Stored data
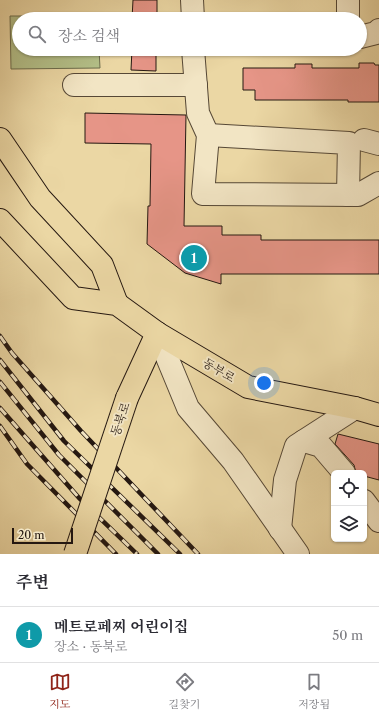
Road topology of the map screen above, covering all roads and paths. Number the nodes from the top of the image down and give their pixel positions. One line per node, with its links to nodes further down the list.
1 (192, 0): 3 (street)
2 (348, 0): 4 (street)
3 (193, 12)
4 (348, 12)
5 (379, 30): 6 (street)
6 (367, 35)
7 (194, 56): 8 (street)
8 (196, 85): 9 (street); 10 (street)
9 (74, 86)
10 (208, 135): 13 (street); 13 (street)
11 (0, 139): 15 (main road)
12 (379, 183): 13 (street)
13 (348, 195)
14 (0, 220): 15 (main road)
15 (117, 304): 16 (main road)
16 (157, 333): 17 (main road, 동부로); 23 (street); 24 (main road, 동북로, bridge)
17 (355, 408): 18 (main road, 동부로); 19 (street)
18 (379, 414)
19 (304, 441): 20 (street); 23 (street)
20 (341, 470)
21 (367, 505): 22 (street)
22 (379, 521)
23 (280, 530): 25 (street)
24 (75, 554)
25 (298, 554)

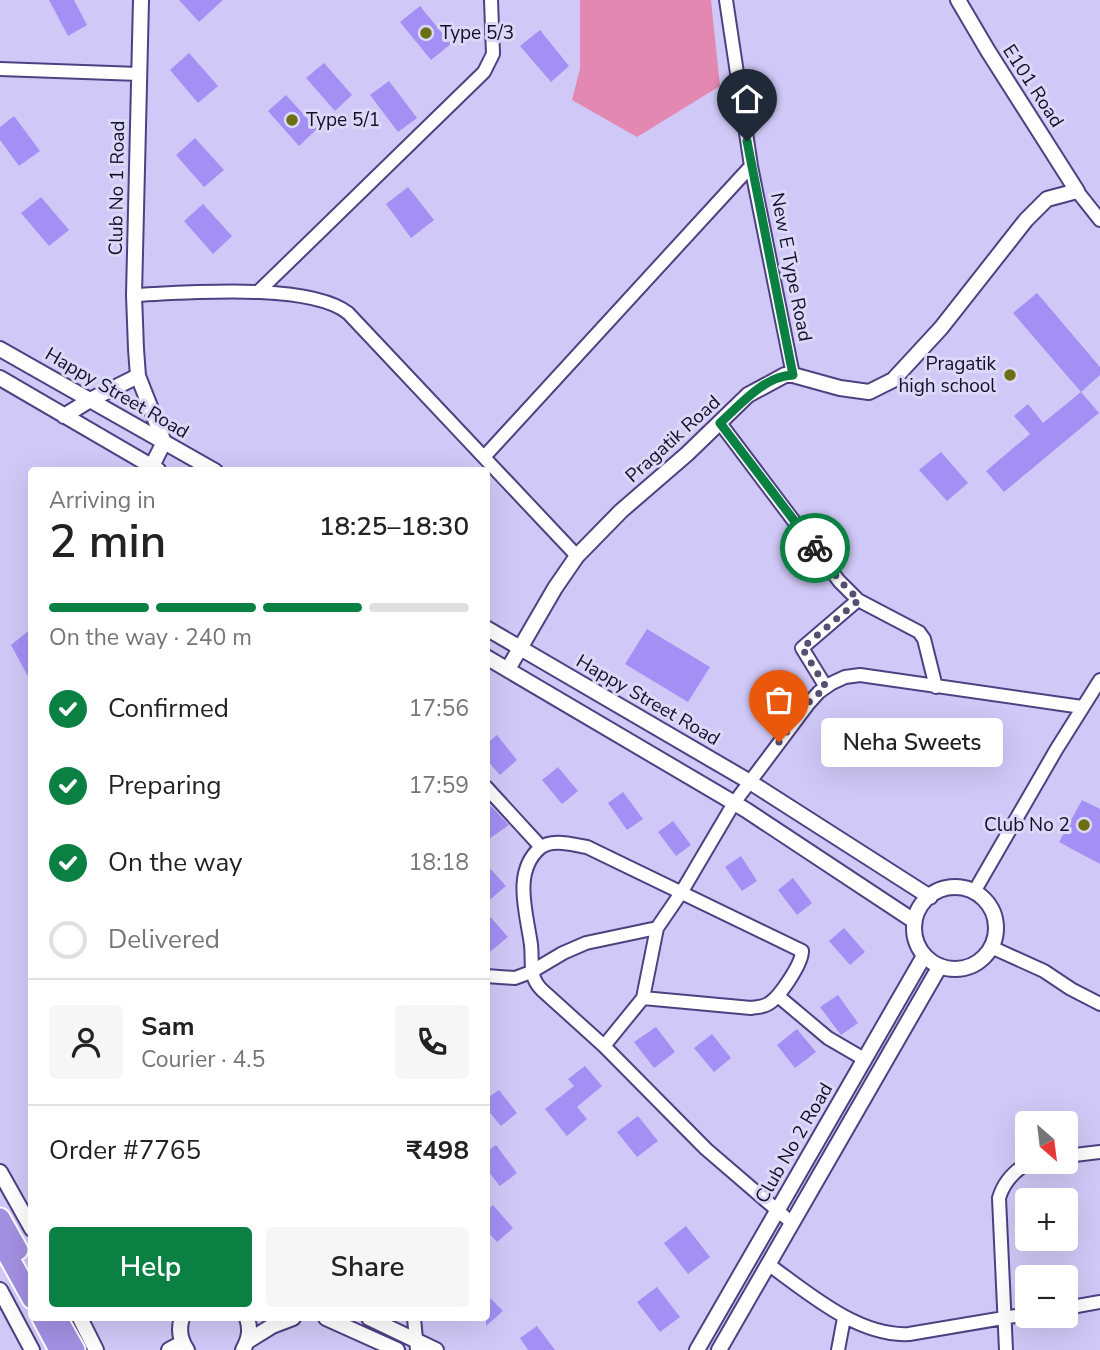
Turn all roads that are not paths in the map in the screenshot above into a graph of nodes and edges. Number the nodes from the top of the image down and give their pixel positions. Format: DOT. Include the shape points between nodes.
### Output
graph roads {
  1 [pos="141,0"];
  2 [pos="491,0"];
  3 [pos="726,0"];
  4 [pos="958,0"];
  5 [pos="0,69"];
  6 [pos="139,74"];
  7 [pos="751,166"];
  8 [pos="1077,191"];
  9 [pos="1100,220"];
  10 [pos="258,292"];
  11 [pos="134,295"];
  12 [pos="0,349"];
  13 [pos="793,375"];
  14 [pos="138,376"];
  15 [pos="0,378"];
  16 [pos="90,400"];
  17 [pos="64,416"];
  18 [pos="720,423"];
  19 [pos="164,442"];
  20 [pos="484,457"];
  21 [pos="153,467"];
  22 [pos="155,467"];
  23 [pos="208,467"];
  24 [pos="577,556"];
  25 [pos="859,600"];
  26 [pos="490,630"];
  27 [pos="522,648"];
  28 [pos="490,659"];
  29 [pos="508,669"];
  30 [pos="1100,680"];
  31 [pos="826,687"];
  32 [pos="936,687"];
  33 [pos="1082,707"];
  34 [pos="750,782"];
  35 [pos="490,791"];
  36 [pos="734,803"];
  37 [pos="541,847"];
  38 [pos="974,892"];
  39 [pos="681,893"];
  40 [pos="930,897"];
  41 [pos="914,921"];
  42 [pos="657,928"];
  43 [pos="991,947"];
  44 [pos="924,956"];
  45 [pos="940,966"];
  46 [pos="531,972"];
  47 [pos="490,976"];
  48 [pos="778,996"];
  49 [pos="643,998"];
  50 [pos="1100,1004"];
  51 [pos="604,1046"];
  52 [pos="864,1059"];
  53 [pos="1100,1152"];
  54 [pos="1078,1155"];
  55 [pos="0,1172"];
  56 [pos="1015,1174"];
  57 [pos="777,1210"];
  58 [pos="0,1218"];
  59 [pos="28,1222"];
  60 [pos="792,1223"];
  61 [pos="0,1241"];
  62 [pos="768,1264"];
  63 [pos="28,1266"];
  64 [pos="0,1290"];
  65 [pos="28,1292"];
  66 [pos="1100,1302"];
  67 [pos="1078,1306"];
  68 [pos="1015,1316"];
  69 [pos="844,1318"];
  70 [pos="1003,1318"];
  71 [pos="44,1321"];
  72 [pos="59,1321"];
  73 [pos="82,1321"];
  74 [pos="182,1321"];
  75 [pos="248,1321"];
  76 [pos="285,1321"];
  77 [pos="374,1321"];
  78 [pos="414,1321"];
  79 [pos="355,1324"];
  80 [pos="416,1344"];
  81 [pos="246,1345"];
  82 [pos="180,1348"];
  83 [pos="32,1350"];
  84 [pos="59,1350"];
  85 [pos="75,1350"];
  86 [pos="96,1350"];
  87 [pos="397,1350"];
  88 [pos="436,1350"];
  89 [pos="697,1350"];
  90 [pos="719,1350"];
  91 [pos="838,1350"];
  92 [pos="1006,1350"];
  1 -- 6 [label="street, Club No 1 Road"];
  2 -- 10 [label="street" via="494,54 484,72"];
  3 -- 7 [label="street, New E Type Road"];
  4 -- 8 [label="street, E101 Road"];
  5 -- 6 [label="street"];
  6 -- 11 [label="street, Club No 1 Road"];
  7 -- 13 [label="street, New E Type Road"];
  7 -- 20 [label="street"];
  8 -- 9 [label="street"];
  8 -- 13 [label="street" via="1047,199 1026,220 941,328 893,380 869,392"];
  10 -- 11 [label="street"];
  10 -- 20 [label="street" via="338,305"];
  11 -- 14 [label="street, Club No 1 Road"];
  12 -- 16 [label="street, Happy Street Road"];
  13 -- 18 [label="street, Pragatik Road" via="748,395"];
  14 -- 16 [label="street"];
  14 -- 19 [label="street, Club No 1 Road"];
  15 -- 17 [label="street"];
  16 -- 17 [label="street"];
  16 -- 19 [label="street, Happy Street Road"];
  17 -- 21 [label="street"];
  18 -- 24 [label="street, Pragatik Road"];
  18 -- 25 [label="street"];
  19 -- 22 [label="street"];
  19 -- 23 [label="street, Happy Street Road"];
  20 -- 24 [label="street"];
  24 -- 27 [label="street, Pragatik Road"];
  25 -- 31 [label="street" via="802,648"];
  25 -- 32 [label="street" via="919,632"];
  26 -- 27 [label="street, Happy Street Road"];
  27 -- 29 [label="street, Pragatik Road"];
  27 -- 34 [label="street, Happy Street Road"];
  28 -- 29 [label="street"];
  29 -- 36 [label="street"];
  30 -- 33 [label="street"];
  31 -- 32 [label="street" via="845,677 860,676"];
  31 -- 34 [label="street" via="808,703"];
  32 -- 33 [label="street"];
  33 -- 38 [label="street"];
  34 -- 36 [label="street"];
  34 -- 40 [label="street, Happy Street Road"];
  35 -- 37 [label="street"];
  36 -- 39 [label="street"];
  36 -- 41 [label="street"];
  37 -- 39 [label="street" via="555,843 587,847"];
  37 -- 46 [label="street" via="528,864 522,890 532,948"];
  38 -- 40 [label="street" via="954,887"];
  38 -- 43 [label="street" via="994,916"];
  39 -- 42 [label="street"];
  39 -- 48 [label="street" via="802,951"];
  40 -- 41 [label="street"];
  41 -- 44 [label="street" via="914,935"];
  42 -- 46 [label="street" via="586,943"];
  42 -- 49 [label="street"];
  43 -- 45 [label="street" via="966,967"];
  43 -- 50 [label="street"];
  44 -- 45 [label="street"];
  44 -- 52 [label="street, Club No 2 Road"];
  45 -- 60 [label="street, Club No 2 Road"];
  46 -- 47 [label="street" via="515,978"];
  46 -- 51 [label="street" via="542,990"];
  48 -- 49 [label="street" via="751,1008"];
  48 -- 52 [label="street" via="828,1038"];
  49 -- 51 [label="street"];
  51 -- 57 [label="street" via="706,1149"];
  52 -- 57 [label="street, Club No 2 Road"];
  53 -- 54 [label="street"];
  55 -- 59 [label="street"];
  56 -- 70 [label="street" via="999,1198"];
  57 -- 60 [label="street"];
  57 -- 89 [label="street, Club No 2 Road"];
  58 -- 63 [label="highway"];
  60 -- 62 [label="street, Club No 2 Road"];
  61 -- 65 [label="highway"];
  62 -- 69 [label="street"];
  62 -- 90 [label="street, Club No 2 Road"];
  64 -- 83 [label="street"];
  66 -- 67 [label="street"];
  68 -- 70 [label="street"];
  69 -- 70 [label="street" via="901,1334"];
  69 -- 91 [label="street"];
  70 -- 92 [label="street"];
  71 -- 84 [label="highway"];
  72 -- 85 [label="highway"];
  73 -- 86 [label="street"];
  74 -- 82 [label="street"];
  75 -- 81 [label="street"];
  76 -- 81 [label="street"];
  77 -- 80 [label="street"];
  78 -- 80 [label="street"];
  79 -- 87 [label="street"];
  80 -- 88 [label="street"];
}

---

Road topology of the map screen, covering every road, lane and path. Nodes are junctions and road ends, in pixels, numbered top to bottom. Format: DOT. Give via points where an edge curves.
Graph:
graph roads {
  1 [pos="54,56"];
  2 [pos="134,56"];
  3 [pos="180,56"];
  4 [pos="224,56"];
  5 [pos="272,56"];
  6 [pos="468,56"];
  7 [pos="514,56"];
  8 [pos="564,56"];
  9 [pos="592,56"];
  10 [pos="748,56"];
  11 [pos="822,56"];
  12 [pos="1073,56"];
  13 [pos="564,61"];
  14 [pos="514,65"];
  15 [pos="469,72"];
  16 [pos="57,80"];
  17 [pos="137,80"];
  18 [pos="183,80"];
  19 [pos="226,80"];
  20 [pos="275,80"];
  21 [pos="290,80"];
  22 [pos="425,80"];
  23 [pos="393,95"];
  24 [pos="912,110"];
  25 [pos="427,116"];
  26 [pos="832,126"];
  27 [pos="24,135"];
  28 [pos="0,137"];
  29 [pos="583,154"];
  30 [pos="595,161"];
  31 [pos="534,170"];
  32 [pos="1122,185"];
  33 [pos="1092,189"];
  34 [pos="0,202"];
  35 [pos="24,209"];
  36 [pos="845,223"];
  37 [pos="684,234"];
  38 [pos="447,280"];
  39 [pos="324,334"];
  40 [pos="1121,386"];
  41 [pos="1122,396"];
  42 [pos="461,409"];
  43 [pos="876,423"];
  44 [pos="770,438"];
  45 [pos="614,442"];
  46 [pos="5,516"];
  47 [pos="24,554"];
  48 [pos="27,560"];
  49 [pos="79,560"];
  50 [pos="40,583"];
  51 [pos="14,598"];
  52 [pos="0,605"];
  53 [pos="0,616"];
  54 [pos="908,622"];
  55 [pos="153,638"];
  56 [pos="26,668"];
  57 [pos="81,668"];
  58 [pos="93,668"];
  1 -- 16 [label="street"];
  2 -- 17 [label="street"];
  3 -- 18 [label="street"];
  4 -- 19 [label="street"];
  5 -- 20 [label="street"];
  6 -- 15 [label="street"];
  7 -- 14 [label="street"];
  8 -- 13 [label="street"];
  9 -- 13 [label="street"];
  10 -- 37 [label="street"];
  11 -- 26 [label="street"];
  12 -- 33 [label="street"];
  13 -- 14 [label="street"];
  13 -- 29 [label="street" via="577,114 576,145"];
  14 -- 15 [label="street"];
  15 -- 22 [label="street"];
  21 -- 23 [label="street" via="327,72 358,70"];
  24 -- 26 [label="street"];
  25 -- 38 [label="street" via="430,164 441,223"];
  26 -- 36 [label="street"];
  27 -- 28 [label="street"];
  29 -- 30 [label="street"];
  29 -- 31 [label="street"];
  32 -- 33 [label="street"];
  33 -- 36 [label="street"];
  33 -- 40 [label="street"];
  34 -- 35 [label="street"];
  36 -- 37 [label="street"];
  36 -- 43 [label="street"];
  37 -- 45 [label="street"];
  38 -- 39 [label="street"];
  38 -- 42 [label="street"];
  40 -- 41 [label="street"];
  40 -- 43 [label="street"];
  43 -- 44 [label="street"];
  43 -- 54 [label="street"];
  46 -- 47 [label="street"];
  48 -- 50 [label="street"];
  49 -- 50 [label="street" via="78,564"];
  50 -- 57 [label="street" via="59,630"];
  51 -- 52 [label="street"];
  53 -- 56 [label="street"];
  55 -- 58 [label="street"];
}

Exercise brief
Transcribe only the lines above that start at the line containing "Road topology of the map screen above, covering" and end at the line containing "Turn all roads". Omit pictures.

Expected output
Road topology of the map screen above, covering all roads and paths. Number the nodes from the top of the image down and give their pixel positions. One line per node, with its links to nodes further down the list.
1 (192, 0): 3 (street)
2 (348, 0): 4 (street)
3 (193, 12)
4 (348, 12)
5 (379, 30): 6 (street)
6 (367, 35)
7 (194, 56): 8 (street)
8 (196, 85): 9 (street); 10 (street)
9 (74, 86)
10 (208, 135): 13 (street); 13 (street)
11 (0, 139): 15 (main road)
12 (379, 183): 13 (street)
13 (348, 195)
14 (0, 220): 15 (main road)
15 (117, 304): 16 (main road)
16 (157, 333): 17 (main road, 동부로); 23 (street); 24 (main road, 동북로, bridge)
17 (355, 408): 18 (main road, 동부로); 19 (street)
18 (379, 414)
19 (304, 441): 20 (street); 23 (street)
20 (341, 470)
21 (367, 505): 22 (street)
22 (379, 521)
23 (280, 530): 25 (street)
24 (75, 554)
25 (298, 554)

Turn all roads that are not paths in the map in the screenshot above into a graph of nodes and edges. Number the nodes from the top of the image down and give their pixel positions. Format: DOT. Include the shape points between nodes.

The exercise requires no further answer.